*** Given data Section Begins ***
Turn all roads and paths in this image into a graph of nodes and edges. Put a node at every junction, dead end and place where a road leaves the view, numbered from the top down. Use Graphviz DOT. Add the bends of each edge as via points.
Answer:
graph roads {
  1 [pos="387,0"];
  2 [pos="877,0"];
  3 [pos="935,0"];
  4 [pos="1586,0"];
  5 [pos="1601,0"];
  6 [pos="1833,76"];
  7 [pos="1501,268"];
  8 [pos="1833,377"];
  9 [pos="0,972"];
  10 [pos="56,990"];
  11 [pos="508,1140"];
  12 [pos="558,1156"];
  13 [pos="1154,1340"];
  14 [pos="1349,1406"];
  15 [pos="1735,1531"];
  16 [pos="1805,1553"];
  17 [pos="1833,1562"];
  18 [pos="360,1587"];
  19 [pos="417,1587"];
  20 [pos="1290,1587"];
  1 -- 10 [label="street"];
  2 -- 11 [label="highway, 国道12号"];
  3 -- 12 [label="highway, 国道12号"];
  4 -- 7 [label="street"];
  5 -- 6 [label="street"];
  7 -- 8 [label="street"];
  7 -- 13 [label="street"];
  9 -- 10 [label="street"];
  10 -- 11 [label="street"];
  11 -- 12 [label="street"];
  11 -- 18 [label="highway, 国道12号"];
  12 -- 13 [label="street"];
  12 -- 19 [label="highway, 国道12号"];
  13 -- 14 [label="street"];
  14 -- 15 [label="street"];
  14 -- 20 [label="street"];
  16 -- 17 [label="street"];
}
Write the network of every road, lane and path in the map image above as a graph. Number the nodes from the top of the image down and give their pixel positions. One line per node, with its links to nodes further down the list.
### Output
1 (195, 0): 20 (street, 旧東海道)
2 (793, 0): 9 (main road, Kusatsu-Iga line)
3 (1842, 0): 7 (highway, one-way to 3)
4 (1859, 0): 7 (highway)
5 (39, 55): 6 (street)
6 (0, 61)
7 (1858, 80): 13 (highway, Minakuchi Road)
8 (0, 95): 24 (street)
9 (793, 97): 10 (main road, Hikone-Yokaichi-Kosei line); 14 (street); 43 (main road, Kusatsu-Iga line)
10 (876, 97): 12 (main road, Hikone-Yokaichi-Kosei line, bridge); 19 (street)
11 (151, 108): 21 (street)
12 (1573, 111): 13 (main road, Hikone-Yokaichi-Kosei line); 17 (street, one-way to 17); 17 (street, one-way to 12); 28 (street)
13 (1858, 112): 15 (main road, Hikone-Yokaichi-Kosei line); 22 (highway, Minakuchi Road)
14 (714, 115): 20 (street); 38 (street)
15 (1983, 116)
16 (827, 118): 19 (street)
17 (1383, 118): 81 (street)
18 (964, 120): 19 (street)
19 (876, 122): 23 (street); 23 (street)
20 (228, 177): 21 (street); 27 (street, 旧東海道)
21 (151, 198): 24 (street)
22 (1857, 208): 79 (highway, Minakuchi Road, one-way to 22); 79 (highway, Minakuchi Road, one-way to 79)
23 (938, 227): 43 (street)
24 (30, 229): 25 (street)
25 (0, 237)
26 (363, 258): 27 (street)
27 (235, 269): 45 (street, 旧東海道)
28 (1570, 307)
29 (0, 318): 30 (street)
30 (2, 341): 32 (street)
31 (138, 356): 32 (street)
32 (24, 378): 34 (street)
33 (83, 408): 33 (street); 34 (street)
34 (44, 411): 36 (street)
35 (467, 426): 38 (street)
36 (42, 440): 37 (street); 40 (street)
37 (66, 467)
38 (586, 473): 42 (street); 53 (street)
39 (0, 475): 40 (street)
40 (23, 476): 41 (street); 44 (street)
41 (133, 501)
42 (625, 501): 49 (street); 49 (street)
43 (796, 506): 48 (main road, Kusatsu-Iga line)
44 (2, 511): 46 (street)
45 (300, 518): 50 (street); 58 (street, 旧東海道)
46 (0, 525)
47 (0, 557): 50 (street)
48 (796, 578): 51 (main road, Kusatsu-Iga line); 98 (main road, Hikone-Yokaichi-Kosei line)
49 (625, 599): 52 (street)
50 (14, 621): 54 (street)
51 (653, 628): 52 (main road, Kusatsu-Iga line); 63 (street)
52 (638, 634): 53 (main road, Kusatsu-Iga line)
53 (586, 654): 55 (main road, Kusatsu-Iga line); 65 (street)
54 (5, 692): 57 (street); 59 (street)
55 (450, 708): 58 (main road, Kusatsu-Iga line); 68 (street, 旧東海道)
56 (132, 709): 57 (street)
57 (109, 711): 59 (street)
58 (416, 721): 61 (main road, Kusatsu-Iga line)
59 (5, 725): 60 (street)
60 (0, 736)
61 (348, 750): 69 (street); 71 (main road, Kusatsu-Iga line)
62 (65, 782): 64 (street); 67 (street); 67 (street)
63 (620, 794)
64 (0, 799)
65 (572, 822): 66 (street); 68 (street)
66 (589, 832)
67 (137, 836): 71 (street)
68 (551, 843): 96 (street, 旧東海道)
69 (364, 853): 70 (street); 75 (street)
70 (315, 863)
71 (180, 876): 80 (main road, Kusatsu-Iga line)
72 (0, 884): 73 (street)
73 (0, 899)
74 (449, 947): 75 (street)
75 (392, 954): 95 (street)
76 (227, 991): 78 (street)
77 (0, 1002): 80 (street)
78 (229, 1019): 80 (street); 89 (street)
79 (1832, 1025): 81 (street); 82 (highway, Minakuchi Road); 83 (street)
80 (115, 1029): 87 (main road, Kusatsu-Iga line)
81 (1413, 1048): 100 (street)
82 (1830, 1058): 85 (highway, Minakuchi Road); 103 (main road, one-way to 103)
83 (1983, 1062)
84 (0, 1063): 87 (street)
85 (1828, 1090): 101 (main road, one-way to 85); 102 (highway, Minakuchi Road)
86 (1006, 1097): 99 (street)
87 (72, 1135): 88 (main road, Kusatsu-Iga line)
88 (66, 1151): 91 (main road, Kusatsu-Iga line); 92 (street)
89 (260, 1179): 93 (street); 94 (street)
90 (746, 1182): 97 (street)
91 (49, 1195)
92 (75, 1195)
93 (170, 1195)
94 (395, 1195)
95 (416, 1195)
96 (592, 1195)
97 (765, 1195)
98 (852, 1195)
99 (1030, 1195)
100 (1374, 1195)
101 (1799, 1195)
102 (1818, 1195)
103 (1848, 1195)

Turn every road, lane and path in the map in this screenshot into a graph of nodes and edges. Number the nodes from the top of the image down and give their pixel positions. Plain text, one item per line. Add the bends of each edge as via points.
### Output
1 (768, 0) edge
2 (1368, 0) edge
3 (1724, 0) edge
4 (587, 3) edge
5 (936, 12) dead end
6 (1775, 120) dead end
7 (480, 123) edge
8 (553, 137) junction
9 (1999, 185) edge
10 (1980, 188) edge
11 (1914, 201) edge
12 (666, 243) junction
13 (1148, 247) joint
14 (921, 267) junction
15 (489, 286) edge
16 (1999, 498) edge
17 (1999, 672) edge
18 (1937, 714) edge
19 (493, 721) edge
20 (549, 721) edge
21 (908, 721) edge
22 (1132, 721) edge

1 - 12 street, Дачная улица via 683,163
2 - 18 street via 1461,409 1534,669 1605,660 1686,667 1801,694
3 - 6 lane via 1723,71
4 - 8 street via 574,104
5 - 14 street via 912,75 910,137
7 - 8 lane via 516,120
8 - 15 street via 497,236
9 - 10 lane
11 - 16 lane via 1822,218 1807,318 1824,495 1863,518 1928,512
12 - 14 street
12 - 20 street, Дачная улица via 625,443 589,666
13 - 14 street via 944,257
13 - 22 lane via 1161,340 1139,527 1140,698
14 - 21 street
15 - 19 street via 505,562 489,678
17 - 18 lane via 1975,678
*** Given data Section Ends ***
Your task -
Gather each line of the listing containing the word "junction" and show it.

Written reply -
Turn all roads and paths in this image into a graph of nodes and edges. Put a node at every junction, dead end and place where a road leaves the view, numbered from the top down. Use Graphviz DOT. Add the bends of each edge as via points.
8 (553, 137) junction
12 (666, 243) junction
14 (921, 267) junction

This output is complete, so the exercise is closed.